# GOAL OF THE EXERCISE:
Using the data below, return the stretch from the line that contains "index mcp: (1223, 1063)" through the line that contains "wrist: (223, 426)", both included, exactly as it stands and nothing beyond it.

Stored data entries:
________________________________________

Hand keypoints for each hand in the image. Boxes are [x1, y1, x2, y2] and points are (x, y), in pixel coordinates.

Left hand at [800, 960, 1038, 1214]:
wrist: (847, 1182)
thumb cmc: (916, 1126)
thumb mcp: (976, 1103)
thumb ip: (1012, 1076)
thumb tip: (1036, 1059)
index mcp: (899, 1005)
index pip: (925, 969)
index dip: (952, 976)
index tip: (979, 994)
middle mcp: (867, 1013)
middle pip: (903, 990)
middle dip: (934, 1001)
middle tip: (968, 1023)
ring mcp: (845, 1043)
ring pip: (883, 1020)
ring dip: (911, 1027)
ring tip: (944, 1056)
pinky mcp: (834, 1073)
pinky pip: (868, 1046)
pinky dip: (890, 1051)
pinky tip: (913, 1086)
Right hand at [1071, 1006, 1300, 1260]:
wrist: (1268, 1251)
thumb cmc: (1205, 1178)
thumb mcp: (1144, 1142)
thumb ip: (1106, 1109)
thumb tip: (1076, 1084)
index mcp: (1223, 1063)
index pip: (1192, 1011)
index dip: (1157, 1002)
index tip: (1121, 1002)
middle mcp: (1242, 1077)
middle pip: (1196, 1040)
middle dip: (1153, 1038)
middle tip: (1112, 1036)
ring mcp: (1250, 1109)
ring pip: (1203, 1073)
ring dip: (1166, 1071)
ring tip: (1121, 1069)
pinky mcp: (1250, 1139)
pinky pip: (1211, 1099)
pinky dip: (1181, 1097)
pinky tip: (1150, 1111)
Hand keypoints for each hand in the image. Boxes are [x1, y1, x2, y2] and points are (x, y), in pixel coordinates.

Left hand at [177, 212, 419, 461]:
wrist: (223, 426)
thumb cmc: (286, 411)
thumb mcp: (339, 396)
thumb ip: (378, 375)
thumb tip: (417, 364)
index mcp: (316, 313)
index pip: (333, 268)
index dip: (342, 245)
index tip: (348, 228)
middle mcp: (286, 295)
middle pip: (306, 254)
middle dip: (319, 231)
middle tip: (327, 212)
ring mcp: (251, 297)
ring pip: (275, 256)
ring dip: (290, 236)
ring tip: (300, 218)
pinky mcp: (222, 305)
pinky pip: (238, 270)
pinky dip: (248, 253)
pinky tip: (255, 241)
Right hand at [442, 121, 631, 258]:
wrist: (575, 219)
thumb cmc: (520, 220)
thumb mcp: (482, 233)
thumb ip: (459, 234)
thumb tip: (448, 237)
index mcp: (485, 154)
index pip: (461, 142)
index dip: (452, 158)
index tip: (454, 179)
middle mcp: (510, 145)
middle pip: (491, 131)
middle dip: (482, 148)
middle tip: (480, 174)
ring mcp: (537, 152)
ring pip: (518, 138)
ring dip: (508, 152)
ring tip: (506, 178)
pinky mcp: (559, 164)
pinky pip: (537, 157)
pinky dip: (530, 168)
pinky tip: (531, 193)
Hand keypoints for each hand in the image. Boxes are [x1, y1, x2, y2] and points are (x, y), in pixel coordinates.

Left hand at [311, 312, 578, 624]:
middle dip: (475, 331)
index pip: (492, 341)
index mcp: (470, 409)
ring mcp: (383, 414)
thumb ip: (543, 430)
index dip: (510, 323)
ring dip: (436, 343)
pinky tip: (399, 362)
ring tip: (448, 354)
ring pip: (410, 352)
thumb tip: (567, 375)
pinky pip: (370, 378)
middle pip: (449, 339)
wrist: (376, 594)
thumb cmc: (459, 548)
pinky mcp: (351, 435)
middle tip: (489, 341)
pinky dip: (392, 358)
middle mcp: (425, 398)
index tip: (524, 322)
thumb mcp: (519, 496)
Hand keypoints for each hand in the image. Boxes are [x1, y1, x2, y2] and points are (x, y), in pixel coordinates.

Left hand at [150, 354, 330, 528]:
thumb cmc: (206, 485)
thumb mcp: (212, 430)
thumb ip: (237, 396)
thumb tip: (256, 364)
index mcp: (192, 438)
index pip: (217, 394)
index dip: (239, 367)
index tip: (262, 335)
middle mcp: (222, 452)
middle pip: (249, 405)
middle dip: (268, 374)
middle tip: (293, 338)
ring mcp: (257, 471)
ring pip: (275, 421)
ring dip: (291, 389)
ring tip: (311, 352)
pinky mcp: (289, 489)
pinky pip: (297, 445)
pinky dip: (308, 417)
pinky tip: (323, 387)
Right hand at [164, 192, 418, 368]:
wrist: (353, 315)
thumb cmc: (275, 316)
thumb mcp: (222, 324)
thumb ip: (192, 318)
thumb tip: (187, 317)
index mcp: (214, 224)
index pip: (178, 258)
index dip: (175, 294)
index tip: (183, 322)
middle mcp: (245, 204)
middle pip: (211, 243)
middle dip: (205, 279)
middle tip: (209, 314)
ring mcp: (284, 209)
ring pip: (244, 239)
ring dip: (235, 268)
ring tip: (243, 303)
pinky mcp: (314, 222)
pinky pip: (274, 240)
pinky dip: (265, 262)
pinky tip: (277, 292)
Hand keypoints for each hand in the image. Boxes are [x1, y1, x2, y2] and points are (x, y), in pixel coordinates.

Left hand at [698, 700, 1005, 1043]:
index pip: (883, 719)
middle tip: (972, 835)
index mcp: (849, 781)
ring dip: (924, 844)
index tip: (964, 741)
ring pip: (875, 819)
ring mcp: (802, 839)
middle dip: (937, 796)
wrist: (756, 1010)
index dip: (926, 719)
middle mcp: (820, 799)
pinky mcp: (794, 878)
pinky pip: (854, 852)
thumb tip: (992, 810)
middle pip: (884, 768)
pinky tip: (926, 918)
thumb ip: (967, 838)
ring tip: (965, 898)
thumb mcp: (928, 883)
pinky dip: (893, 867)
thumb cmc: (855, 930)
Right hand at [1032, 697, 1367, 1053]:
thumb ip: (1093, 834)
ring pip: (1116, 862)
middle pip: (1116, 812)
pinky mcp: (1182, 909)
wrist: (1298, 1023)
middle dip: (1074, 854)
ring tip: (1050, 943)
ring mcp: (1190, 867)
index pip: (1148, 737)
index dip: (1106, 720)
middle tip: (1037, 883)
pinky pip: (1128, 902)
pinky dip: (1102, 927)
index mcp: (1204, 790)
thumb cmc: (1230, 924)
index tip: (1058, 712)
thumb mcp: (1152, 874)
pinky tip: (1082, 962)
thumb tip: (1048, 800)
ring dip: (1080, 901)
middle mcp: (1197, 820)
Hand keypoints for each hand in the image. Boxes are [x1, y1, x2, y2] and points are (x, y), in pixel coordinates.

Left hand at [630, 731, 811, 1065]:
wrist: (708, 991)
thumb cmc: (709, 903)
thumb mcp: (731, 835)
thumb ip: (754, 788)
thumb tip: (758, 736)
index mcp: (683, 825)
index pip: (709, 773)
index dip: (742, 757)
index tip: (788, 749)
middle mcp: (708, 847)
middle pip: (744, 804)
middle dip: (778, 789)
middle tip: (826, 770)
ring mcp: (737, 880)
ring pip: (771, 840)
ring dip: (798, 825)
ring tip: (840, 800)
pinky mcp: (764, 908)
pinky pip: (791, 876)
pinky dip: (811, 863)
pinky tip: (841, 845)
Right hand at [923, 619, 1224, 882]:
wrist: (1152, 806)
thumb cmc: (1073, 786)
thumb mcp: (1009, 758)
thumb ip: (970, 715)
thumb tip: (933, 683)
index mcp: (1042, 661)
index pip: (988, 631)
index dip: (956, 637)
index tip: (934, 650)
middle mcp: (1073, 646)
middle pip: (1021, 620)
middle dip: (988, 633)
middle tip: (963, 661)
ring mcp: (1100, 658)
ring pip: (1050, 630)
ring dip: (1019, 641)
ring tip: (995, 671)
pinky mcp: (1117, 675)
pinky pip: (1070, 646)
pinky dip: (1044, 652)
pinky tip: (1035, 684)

________________________________________

# WRITTEN RESPONSE:
index mcp: (1223, 1063)
index pip: (1192, 1011)
index dip: (1157, 1002)
index tip: (1121, 1002)
middle mcp: (1242, 1077)
middle pip: (1196, 1040)
middle dip: (1153, 1038)
middle tip: (1112, 1036)
ring mcp: (1250, 1109)
ring pip: (1203, 1073)
ring dip: (1166, 1071)
ring tip: (1121, 1069)
pinky mcp: (1250, 1139)
pinky pip: (1211, 1099)
pinky dip: (1181, 1097)
pinky tip: (1150, 1111)
Hand keypoints for each hand in the image. Boxes are [x1, y1, x2, y2] and points are (x, y), in pixel coordinates.

Left hand at [177, 212, 419, 461]:
wrist: (223, 426)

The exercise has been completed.